**Your instructions**
Every single entry that follows is to be retyped exactly.

**Record set**
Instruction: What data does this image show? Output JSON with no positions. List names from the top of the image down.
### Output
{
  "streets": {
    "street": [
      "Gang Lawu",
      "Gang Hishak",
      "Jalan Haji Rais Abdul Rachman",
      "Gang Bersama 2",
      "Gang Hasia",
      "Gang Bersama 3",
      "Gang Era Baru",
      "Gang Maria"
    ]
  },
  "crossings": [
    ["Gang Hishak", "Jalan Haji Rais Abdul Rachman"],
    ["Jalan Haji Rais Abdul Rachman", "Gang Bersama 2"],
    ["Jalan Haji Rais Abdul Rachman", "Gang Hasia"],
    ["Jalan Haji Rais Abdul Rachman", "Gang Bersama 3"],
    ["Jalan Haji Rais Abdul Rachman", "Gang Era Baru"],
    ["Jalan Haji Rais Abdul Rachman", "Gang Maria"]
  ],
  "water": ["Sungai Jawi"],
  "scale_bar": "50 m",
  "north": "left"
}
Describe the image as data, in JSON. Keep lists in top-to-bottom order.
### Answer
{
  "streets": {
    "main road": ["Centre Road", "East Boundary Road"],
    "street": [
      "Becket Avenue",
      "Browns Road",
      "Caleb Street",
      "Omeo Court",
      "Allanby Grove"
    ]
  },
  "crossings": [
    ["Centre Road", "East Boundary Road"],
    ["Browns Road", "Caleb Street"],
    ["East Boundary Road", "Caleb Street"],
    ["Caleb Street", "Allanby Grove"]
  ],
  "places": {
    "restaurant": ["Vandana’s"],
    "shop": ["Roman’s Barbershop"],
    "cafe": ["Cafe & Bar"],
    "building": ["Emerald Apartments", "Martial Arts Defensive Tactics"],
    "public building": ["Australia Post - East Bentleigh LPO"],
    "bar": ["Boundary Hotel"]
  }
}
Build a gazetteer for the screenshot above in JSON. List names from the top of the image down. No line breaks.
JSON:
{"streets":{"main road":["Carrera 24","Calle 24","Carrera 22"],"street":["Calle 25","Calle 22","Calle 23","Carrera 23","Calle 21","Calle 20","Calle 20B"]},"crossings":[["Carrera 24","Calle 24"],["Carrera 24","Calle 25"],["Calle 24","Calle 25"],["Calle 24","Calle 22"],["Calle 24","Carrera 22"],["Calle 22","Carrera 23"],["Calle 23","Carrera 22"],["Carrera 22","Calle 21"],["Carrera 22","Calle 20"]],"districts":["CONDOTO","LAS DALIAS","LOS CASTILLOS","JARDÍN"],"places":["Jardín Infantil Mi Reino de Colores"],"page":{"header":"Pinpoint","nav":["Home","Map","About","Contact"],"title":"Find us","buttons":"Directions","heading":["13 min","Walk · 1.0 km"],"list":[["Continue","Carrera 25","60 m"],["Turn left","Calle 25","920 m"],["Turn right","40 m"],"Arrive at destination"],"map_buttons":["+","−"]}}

**Response**
Instruction: What data does this image show? Output JSON with no positions. List names from the top of the image down.
### Output
{
  "streets": {
    "street": [
      "Gang Lawu",
      "Gang Hishak",
      "Jalan Haji Rais Abdul Rachman",
      "Gang Bersama 2",
      "Gang Hasia",
      "Gang Bersama 3",
      "Gang Era Baru",
      "Gang Maria"
    ]
  },
  "crossings": [
    ["Gang Hishak", "Jalan Haji Rais Abdul Rachman"],
    ["Jalan Haji Rais Abdul Rachman", "Gang Bersama 2"],
    ["Jalan Haji Rais Abdul Rachman", "Gang Hasia"],
    ["Jalan Haji Rais Abdul Rachman", "Gang Bersama 3"],
    ["Jalan Haji Rais Abdul Rachman", "Gang Era Baru"],
    ["Jalan Haji Rais Abdul Rachman", "Gang Maria"]
  ],
  "water": ["Sungai Jawi"],
  "scale_bar": "50 m",
  "north": "left"
}
Describe the image as data, in JSON. Keep lists in top-to-bottom order.
### Answer
{
  "streets": {
    "main road": ["Centre Road", "East Boundary Road"],
    "street": [
      "Becket Avenue",
      "Browns Road",
      "Caleb Street",
      "Omeo Court",
      "Allanby Grove"
    ]
  },
  "crossings": [
    ["Centre Road", "East Boundary Road"],
    ["Browns Road", "Caleb Street"],
    ["East Boundary Road", "Caleb Street"],
    ["Caleb Street", "Allanby Grove"]
  ],
  "places": {
    "restaurant": ["Vandana’s"],
    "shop": ["Roman’s Barbershop"],
    "cafe": ["Cafe & Bar"],
    "building": ["Emerald Apartments", "Martial Arts Defensive Tactics"],
    "public building": ["Australia Post - East Bentleigh LPO"],
    "bar": ["Boundary Hotel"]
  }
}
Build a gazetteer for the screenshot above in JSON. List names from the top of the image down. No line breaks.
JSON:
{"streets":{"main road":["Carrera 24","Calle 24","Carrera 22"],"street":["Calle 25","Calle 22","Calle 23","Carrera 23","Calle 21","Calle 20","Calle 20B"]},"crossings":[["Carrera 24","Calle 24"],["Carrera 24","Calle 25"],["Calle 24","Calle 25"],["Calle 24","Calle 22"],["Calle 24","Carrera 22"],["Calle 22","Carrera 23"],["Calle 23","Carrera 22"],["Carrera 22","Calle 21"],["Carrera 22","Calle 20"]],"districts":["CONDOTO","LAS DALIAS","LOS CASTILLOS","JARDÍN"],"places":["Jardín Infantil Mi Reino de Colores"],"page":{"header":"Pinpoint","nav":["Home","Map","About","Contact"],"title":"Find us","buttons":"Directions","heading":["13 min","Walk · 1.0 km"],"list":[["Continue","Carrera 25","60 m"],["Turn left","Calle 25","920 m"],["Turn right","40 m"],"Arrive at destination"],"map_buttons":["+","−"]}}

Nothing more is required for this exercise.